» WHAT YOU WILL DO
As you work through the listing below, copy each line exactly and drop the images.

────────

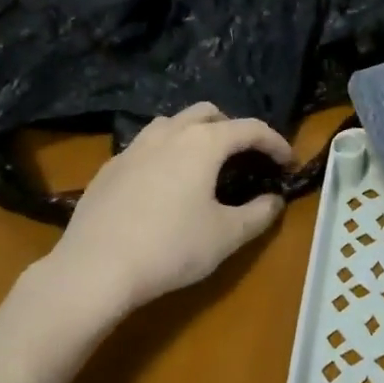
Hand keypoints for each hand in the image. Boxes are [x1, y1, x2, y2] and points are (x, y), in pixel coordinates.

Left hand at [49, 103, 293, 312]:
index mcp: (203, 143)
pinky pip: (146, 146)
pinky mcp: (110, 167)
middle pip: (208, 113)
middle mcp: (169, 133)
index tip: (288, 162)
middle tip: (244, 157)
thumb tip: (274, 200)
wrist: (95, 268)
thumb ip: (258, 214)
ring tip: (203, 164)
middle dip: (232, 128)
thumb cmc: (171, 248)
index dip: (275, 142)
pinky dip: (165, 153)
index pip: (250, 129)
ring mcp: (134, 147)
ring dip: (195, 134)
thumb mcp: (226, 236)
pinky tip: (163, 185)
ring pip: (172, 123)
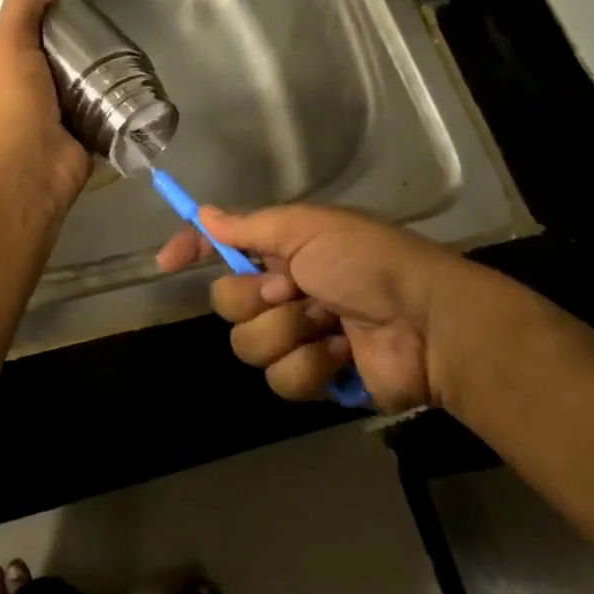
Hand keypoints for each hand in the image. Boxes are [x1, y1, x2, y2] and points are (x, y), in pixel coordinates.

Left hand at [0, 0, 92, 213]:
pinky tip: (122, 74)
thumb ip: (25, 6)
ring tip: (100, 35)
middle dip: (36, 36)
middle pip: (16, 57)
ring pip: (56, 80)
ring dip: (74, 64)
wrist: (33, 169)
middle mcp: (7, 91)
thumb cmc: (9, 106)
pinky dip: (101, 94)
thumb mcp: (8, 44)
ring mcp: (40, 113)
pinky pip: (88, 106)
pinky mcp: (72, 129)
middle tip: (64, 9)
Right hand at [156, 203, 471, 410]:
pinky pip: (282, 380)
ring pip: (249, 346)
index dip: (193, 249)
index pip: (224, 247)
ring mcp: (299, 337)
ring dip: (290, 333)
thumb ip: (250, 227)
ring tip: (330, 324)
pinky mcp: (316, 378)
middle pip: (227, 303)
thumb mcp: (309, 228)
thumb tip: (204, 213)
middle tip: (296, 288)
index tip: (166, 262)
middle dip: (258, 298)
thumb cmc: (366, 262)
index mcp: (283, 252)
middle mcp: (285, 291)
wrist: (427, 322)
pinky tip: (342, 354)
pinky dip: (312, 366)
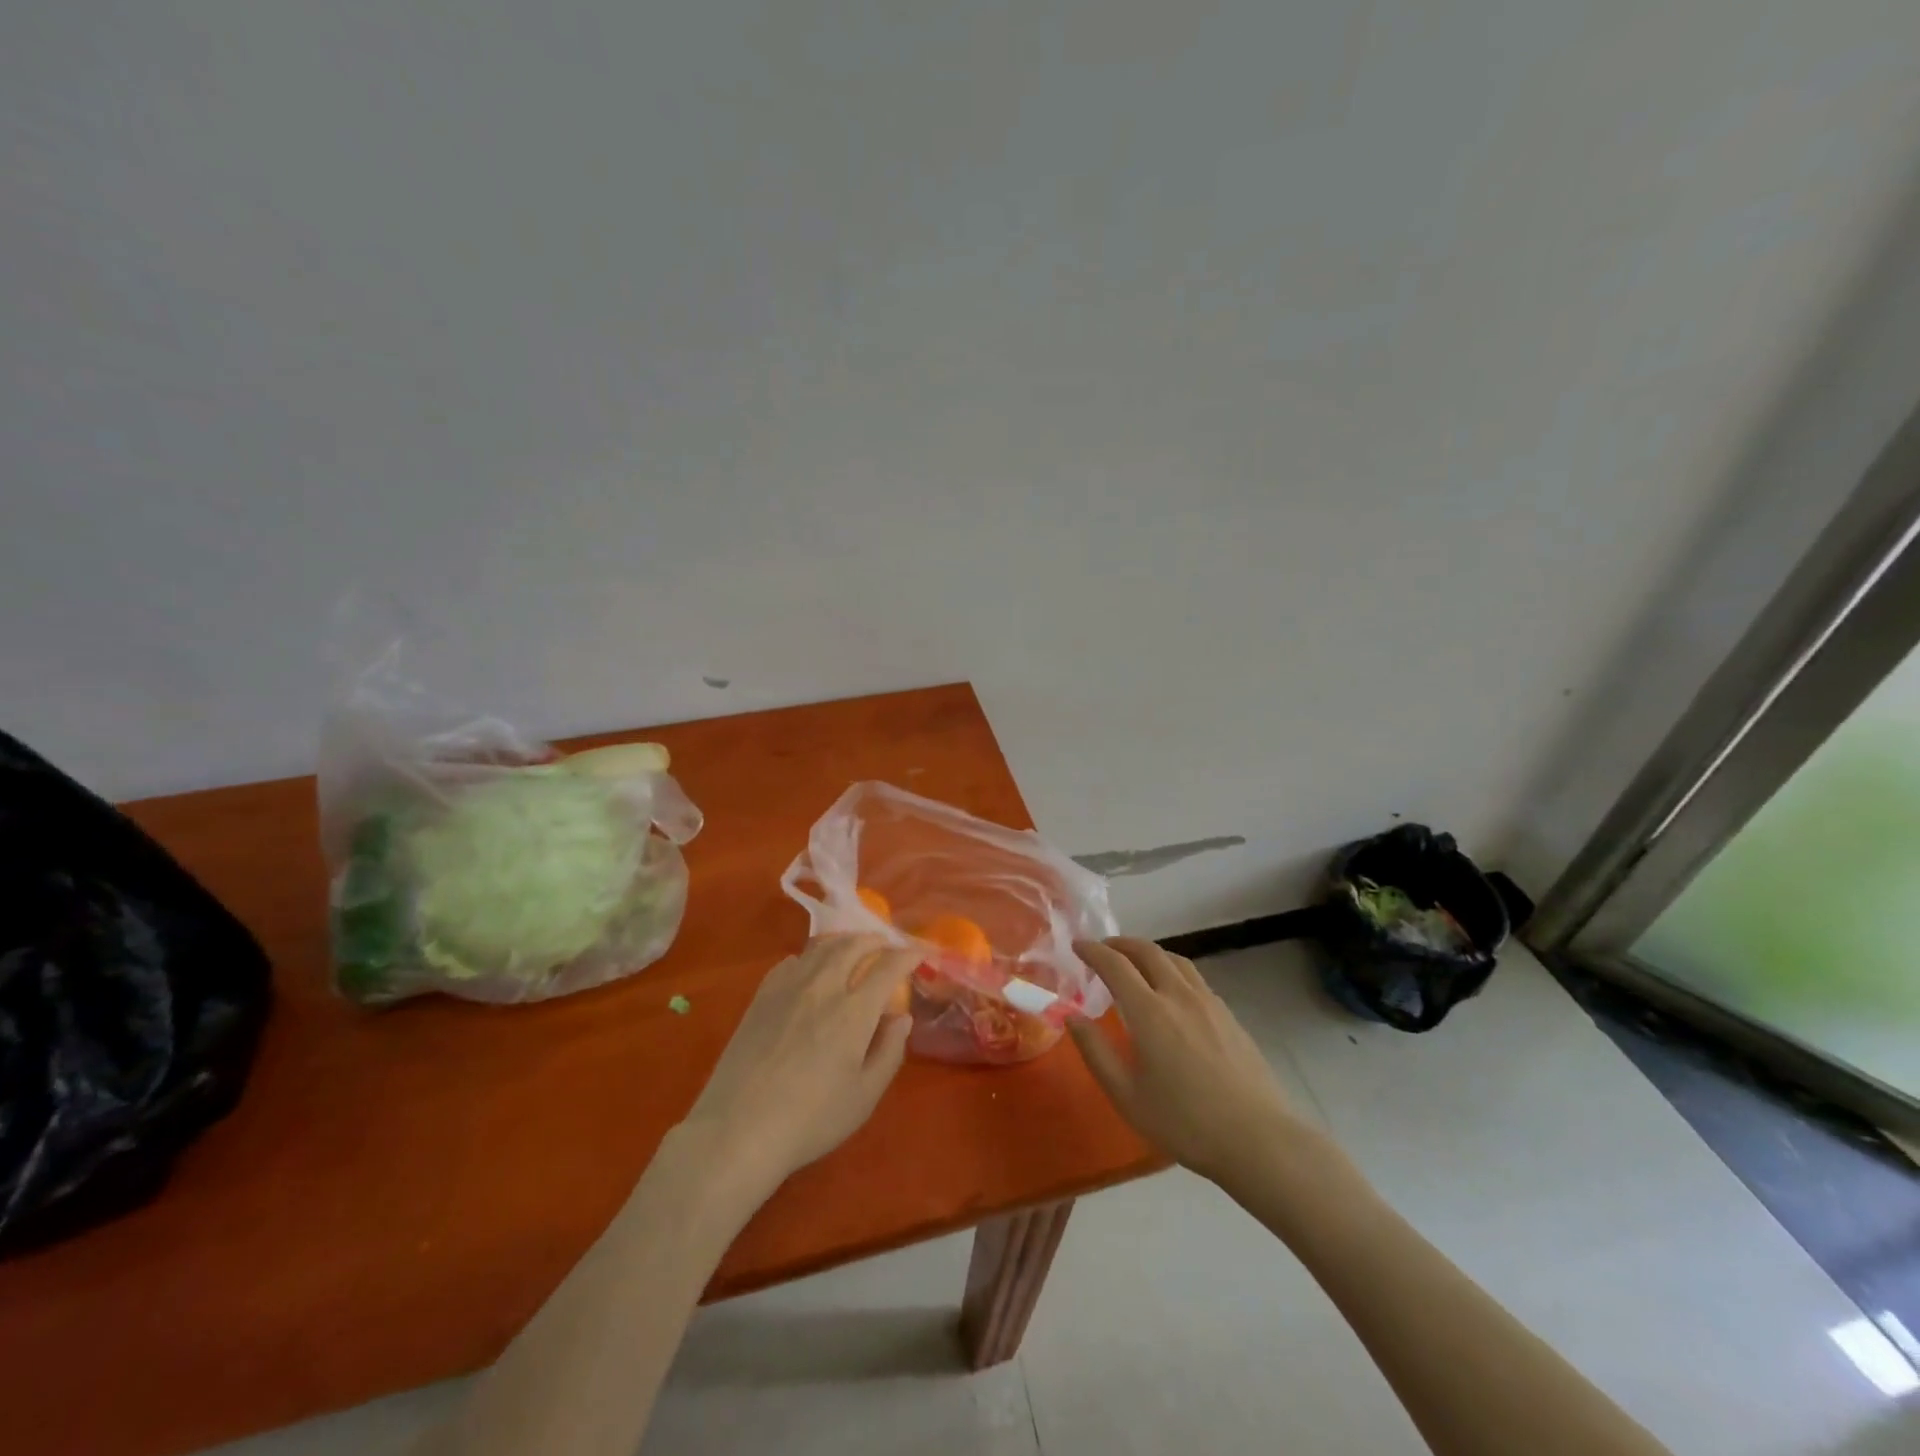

────────

» WRITTEN RESPONSE
Hand keypoints for each hand in the image. Boxes are [x1, y1, x2, y2] and points are (x, y), in pixel coordinates.

Left hand at [49, 103, 293, 312]:
index mcp: (203, 143)
pinky pip: (146, 146)
pinky mcp: (110, 167)
middle pip: (208, 113)
middle mcp: (169, 133)
index tip: (288, 162)
middle tip: (244, 157)
thumb tip: (274, 200)
wrist: (95, 268)
thumb ip: (258, 214)
ring tip: (203, 164)
middle dip: (232, 128)
thumb cmc: (171, 248)
index dip: (275, 142)
pinky dip: (165, 153)
index pip: (250, 129)
ring mcp: (134, 147)
ring dip: (195, 134)
thumb mcp: (226, 236)
pinky tip: (163, 185)
ring pip: (172, 123)
Hand keypoints for each hand in the image. Boxes are [x1, y1, x2, y2] and points are (x, y), in pixel coordinates.

Left hand at [0, 0, 92, 213]:
pinky tip: (122, 74)
thumb ip: (25, 6)
ring tip: (100, 35)
middle dip: (36, 36)
middle pip: (16, 57)
ring pip: (56, 80)
ring dip: (74, 64)
wrist: (33, 169)
middle mcp: (7, 91)
thumb cmc: (9, 106)
pinky dip: (101, 94)
thumb mcp: (8, 44)
ring mcp: (40, 113)
pinky pip: (88, 106)
pinky mcp: (72, 129)
middle tip: (64, 9)
Right hand at [156, 203, 471, 410]:
pinky pip: (282, 380)
ring pip: (249, 346)
index dip: (193, 249)
index pip: (224, 247)
ring mcp: (299, 337)
ring dip: (290, 333)
thumb ip: (250, 227)
ring tip: (330, 324)
pinky mcp: (316, 378)
middle pip: (227, 303)
thumb mcp: (309, 228)
thumb tip: (204, 213)
middle tip: (296, 288)
index tip: (166, 262)
middle dip: (258, 298)
thumb cmc: (366, 262)
index mcp: (283, 252)
middle mcp: (285, 291)
wrist: (427, 322)
pinky tip: (342, 354)
pinky dip: (312, 366)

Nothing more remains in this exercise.